More than seven months after ditching The New YorkTimes for ESPN, statistician-wizard Nate Silver has finally gotten around to launching the new incarnation of his FiveThirtyEight site.

Best known for correctly predicting each state in the 2012 presidential election, Silver is trying to branch out while sticking to number-crunching.

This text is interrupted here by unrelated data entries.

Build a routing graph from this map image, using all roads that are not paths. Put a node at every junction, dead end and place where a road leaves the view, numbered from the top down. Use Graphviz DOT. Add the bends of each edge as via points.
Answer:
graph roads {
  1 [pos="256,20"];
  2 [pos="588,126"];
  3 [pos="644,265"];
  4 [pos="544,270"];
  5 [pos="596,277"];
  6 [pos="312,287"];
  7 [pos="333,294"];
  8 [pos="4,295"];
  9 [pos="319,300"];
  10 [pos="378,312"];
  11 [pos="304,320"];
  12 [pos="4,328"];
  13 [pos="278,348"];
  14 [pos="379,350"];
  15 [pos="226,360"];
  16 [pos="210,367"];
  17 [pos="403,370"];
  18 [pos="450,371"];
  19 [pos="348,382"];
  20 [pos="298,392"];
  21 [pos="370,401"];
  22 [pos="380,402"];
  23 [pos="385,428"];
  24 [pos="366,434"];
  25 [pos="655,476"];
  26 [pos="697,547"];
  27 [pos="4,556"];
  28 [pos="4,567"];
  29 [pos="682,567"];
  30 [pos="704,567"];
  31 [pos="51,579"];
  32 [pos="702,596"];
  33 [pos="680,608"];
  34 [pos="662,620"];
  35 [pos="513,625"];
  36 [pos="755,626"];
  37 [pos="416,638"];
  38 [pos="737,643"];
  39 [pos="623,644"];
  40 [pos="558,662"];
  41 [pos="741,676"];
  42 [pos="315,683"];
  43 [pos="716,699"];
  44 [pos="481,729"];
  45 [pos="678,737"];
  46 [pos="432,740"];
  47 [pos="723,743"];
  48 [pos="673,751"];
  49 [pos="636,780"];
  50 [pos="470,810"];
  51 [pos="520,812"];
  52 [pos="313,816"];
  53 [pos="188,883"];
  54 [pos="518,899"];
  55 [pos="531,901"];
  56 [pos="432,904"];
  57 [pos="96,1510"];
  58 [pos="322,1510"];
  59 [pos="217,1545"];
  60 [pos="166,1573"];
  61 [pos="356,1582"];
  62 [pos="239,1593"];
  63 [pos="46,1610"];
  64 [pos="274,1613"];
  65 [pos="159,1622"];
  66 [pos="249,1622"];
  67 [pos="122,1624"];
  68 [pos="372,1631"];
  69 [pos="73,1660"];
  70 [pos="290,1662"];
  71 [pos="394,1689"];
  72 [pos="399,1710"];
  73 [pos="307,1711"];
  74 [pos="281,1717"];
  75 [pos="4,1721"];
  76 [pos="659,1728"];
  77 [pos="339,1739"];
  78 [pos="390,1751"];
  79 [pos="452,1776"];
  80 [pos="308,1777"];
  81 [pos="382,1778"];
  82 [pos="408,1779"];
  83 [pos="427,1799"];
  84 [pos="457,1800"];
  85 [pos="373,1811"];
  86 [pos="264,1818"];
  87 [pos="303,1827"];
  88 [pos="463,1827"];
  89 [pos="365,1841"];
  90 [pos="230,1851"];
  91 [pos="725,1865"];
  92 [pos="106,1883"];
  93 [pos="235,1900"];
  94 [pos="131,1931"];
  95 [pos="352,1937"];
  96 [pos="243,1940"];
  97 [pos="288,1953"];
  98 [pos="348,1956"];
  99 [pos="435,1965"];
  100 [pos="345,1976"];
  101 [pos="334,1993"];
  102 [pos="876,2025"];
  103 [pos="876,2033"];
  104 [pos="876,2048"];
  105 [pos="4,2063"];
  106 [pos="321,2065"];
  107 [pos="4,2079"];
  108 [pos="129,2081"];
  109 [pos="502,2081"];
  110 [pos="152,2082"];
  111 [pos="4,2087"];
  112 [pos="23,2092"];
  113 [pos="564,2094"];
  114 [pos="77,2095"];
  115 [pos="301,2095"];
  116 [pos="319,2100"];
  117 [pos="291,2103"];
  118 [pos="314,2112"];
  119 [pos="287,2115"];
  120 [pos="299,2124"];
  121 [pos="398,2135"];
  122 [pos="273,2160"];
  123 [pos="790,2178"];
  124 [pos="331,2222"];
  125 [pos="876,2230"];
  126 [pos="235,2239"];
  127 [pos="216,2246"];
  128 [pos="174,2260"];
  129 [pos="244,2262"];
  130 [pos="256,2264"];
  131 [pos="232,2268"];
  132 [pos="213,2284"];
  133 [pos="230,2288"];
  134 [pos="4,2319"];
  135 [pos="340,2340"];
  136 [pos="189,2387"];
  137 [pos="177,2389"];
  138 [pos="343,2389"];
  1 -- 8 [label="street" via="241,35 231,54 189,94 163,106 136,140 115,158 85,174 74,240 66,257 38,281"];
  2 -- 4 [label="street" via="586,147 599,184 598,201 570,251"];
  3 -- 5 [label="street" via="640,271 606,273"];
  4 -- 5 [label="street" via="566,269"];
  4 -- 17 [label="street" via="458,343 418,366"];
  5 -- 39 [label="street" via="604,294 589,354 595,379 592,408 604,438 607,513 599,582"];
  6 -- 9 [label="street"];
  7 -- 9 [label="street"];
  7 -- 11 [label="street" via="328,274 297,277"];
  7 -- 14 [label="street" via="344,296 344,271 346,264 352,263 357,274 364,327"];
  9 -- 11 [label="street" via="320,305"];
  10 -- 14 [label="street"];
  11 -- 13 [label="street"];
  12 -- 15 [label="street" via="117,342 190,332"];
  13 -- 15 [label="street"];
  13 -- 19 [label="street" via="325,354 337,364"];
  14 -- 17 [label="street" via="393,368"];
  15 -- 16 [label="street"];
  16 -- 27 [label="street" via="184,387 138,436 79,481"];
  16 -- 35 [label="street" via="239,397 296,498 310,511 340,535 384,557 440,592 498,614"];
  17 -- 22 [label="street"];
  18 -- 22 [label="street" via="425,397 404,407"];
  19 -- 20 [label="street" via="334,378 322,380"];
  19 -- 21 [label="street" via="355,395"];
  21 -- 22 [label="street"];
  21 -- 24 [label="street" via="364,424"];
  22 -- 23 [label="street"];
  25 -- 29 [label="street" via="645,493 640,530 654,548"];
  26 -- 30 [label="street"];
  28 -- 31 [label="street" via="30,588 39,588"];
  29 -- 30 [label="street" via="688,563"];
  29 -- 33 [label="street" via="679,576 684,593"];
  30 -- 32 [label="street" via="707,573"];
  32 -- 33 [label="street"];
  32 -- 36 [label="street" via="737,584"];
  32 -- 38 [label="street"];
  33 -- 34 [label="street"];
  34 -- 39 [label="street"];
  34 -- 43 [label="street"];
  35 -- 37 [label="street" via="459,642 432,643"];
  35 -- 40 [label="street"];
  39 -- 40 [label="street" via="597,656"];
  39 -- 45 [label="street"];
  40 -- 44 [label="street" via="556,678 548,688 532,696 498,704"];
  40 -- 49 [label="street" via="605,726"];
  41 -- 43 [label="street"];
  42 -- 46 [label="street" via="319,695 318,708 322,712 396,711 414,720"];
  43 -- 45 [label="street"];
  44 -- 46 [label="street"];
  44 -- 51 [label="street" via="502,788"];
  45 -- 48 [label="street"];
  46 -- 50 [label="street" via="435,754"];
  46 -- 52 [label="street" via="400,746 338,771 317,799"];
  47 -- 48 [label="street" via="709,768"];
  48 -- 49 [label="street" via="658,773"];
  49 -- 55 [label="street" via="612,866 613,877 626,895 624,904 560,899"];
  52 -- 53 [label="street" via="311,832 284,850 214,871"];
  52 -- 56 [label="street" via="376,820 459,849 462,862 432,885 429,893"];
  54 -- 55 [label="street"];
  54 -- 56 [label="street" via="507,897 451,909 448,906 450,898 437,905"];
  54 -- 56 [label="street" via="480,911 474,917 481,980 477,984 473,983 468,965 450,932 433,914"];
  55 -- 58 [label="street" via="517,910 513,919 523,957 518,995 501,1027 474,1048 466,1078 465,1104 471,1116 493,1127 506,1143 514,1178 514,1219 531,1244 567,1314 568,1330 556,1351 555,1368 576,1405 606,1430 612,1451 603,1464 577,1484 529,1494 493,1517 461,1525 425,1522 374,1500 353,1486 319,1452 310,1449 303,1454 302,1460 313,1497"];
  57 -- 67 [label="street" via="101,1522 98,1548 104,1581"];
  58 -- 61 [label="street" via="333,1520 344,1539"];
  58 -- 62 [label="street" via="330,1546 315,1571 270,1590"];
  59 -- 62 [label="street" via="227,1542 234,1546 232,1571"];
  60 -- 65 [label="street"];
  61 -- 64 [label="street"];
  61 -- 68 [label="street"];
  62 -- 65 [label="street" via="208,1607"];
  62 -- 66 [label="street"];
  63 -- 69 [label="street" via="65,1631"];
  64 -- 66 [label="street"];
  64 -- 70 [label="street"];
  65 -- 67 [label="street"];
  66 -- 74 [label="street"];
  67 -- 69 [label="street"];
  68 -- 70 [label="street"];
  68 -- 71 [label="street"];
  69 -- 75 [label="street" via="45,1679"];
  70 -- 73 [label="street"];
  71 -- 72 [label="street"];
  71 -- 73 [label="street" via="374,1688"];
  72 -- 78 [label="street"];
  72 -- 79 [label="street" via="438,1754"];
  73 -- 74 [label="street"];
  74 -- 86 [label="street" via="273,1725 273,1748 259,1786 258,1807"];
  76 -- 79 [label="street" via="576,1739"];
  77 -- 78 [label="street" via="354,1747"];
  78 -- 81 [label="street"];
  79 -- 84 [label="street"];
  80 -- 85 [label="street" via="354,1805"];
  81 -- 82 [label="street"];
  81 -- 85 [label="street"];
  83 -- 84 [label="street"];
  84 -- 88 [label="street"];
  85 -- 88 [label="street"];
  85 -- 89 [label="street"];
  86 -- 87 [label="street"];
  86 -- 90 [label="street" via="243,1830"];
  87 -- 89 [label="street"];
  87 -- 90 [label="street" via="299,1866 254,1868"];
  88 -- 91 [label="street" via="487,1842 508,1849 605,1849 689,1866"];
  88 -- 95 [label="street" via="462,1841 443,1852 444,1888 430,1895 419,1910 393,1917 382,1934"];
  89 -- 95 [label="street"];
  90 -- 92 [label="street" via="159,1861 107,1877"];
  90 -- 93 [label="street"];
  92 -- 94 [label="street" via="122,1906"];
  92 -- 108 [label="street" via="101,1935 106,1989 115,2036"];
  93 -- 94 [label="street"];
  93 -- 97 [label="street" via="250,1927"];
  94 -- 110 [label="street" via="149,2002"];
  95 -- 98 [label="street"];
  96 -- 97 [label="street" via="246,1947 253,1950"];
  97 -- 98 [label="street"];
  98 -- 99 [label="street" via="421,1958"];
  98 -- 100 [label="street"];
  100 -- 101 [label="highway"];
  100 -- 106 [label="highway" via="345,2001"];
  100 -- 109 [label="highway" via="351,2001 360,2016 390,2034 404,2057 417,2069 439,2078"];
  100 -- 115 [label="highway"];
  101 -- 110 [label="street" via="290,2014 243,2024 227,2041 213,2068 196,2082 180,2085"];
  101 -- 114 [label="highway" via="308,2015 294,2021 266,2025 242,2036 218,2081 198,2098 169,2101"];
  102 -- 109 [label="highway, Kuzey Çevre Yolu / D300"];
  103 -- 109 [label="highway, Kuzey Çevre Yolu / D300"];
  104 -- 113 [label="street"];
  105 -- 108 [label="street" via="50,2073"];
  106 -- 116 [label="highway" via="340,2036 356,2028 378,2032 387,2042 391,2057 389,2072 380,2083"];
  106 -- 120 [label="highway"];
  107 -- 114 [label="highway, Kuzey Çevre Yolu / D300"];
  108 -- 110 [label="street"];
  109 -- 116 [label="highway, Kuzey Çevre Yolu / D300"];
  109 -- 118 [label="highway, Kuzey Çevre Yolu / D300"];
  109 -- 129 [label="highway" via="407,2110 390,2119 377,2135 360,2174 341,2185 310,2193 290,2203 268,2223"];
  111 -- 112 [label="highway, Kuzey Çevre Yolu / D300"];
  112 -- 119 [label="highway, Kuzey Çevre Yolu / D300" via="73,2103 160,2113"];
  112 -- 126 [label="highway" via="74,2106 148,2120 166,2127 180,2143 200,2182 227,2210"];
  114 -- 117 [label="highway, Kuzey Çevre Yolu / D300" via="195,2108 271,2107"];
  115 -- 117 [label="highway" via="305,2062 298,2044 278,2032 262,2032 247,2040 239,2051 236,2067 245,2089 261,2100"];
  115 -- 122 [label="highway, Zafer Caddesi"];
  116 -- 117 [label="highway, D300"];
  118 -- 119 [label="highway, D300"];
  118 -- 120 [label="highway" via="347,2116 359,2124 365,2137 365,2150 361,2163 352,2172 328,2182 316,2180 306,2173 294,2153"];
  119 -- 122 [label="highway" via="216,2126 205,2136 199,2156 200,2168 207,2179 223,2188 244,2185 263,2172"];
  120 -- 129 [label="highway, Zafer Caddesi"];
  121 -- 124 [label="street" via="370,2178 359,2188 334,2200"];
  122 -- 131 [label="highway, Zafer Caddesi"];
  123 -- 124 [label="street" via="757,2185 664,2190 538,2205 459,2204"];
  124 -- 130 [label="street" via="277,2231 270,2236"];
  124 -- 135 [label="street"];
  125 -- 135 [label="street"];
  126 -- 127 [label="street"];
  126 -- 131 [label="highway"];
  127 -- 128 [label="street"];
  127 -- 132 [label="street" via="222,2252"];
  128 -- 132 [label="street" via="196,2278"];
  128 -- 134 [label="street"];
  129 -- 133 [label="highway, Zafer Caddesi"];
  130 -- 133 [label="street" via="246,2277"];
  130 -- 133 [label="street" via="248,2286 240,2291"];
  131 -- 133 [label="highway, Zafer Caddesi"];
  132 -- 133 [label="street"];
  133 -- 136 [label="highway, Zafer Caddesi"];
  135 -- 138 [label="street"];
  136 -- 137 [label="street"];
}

Silver promises the new site will encompass more than politics or sports, telling the Daily Intelligencer, “we take our science and economics and lifestyle coverage very seriously.” On the site’s navigation, between “Politics” and “Sports,” there are topbar dropdown menus for such areas of interest as “Economics,” “Science,” and “Life.” The “DataLab,” column highlights such non-politics-y items as ‘Data Is.’ vs. ‘Data Are’ (answer: ‘Data is’) and ‘You Just Had Sex, So How Many Calories Did You Burn?’ (answer: 2.8 times more calories than sitting still).

Silver also provides a sprawling, 3,500-word introduction to the new site, in which he calls his election forecasts “overrated” and introduces readers to his new team of data journalists, whose skills reportedly include “data visualization, computer programming and data-literate reporting.”

“The breadth of our coverage will be much clearer at this new version of FiveThirtyEight,” Silver writes. “We’ve expanded our staff from two full-time journalists to 20 and counting. Few of them will focus on politics exclusively; instead, our coverage will span five major subject areas.”

But Silver’s timing is a bit awkward, if not also a bit fortuitous. Popular interest in “explanatory journalism” has exploded during his absence, much of it focusing on Ezra Klein’s new policy site, Vox, and the venture’s long trail of high-profile hires. Last week the site—and others of its ilk—came under particularly pointed attack for its lack lack of diversity:

Project X may now be called Vox, but the great VC-backed media blitz of 2014 is staffed up and soft-launching, and it looks a lot more like Projects XY. Indeed, it’s impossible not to notice that in the Bitcoin rush to revolutionize journalism, the protagonists are almost exclusively – and increasingly – male and white.

Silver, it should be noted, addressed the piece, which he found “reaaaally, really frustrating,” in his own interview last week. “We’re a bunch of weird nerds. We’re outsiders, basically,” he told the Daily Intelligencer.